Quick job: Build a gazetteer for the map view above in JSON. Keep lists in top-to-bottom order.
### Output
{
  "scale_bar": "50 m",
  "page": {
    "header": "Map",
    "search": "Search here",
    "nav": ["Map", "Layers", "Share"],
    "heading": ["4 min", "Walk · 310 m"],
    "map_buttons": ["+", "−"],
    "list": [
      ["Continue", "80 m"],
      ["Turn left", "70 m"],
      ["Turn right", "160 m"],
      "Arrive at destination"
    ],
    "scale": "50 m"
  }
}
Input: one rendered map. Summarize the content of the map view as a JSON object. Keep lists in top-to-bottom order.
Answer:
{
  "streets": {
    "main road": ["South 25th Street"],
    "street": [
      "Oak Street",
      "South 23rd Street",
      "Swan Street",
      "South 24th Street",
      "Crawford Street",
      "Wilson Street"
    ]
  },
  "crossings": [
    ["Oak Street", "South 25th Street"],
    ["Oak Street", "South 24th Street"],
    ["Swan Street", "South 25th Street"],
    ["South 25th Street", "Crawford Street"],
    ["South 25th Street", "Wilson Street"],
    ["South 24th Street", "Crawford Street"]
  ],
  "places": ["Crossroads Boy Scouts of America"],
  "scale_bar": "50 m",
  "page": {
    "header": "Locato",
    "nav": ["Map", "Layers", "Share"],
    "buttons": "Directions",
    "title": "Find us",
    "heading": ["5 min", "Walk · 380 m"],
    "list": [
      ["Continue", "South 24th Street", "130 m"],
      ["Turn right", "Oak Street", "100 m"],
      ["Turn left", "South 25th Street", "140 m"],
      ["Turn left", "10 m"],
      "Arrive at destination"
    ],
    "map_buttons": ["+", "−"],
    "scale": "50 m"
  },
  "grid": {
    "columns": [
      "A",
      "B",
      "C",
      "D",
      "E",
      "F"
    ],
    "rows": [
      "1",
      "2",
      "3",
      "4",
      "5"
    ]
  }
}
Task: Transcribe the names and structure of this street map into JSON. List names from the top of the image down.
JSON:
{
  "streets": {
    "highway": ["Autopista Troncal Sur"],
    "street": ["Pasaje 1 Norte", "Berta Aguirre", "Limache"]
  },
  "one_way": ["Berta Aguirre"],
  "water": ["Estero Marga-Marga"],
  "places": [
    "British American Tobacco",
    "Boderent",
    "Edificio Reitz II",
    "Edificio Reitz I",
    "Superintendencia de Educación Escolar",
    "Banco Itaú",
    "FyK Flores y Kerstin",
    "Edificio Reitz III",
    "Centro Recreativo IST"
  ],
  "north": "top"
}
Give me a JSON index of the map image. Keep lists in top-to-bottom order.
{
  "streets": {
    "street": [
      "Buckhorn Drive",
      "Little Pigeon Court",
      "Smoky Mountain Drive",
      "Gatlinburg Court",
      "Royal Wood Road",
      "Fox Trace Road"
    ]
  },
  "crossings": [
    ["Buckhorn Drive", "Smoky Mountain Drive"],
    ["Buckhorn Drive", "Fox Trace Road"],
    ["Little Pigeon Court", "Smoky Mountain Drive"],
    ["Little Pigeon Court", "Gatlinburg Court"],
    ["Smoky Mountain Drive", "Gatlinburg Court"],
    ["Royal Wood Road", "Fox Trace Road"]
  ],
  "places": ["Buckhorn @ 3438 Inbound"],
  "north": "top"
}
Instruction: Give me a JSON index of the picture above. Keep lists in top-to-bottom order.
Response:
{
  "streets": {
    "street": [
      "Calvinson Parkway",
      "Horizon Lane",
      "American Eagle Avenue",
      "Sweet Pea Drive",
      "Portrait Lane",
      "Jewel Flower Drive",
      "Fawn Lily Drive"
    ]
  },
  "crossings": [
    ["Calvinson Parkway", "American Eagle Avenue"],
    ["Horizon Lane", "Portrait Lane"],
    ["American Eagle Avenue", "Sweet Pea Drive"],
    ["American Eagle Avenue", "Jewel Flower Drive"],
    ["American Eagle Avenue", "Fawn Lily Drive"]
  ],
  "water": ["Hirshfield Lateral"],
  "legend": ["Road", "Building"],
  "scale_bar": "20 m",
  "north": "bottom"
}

·····

Exercise prompt: Output the entries exactly.

Task response:
Quick job: Build a gazetteer for the map view above in JSON. Keep lists in top-to-bottom order.
### Output
{
  "scale_bar": "50 m",
  "page": {
    "header": "Map",
    "search": "Search here",
    "nav": ["Map", "Layers", "Share"],
    "heading": ["4 min", "Walk · 310 m"],
    "map_buttons": ["+", "−"],
    "list": [
      ["Continue", "80 m"],
      ["Turn left", "70 m"],
      ["Turn right", "160 m"],
      "Arrive at destination"
    ],
    "scale": "50 m"
  }
}
Input: one rendered map. Summarize the content of the map view as a JSON object. Keep lists in top-to-bottom order.
Answer:
{
  "streets": {
    "main road": ["South 25th Street"],
    "street": [
      "Oak Street",
      "South 23rd Street",
      "Swan Street",
      "South 24th Street",
      "Crawford Street",
      "Wilson Street"
    ]
  },
  "crossings": [
    ["Oak Street", "South 25th Street"],
    ["Oak Street", "South 24th Street"],
    ["Swan Street", "South 25th Street"],
    ["South 25th Street", "Crawford Street"],
    ["South 25th Street", "Wilson Street"],
    ["South 24th Street", "Crawford Street"]
  ],
  "places": ["Crossroads Boy Scouts of America"],
  "scale_bar": "50 m",
  "page": {
    "header": "Locato",
    "nav": ["Map", "Layers", "Share"],
    "buttons": "Directions",
    "title": "Find us",
    "heading": ["5 min", "Walk · 380 m"],
    "list": [
      ["Continue", "South 24th Street", "130 m"],
      ["Turn right", "Oak Street", "100 m"],
      ["Turn left", "South 25th Street", "140 m"],
      ["Turn left", "10 m"],
      "Arrive at destination"
    ],
    "map_buttons": ["+", "−"],
    "scale": "50 m"
  },
  "grid": {
    "columns": [
      "A",
      "B",
      "C",
      "D",
      "E",
      "F"
    ],
    "rows": [
      "1",
      "2",
      "3",
      "4",
      "5"
    ]
  }
}
Task: Transcribe the names and structure of this street map into JSON. List names from the top of the image down.
JSON:
{
  "streets": {
    "highway": ["Autopista Troncal Sur"],
    "street": ["Pasaje 1 Norte", "Berta Aguirre", "Limache"]
  },
  "one_way": ["Berta Aguirre"],
  "water": ["Estero Marga-Marga"],
  "places": [
    "British American Tobacco",
    "Boderent",
    "Edificio Reitz II",
    "Edificio Reitz I",
    "Superintendencia de Educación Escolar",
    "Banco Itaú",
    "FyK Flores y Kerstin",
    "Edificio Reitz III",
    "Centro Recreativo IST"
  ],
  "north": "top"
}
Give me a JSON index of the map image. Keep lists in top-to-bottom order.
{
  "streets": {
    "street": [
      "Buckhorn Drive",
      "Little Pigeon Court",
      "Smoky Mountain Drive",
      "Gatlinburg Court",
      "Royal Wood Road",
      "Fox Trace Road"
    ]
  },
  "crossings": [
    ["Buckhorn Drive", "Smoky Mountain Drive"],
    ["Buckhorn Drive", "Fox Trace Road"],
    ["Little Pigeon Court", "Smoky Mountain Drive"],
    ["Little Pigeon Court", "Gatlinburg Court"],
    ["Smoky Mountain Drive", "Gatlinburg Court"],
    ["Royal Wood Road", "Fox Trace Road"]
  ],
  "places": ["Buckhorn @ 3438 Inbound"],
  "north": "top"
}
Instruction: Give me a JSON index of the picture above. Keep lists in top-to-bottom order.
Response:
{
  "streets": {
    "street": [
      "Calvinson Parkway",
      "Horizon Lane",
      "American Eagle Avenue",
      "Sweet Pea Drive",
      "Portrait Lane",
      "Jewel Flower Drive",
      "Fawn Lily Drive"
    ]
  },
  "crossings": [
    ["Calvinson Parkway", "American Eagle Avenue"],
    ["Horizon Lane", "Portrait Lane"],
    ["American Eagle Avenue", "Sweet Pea Drive"],
    ["American Eagle Avenue", "Jewel Flower Drive"],
    ["American Eagle Avenue", "Fawn Lily Drive"]
  ],
  "water": ["Hirshfield Lateral"],
  "legend": ["Road", "Building"],
  "scale_bar": "20 m",
  "north": "bottom"
}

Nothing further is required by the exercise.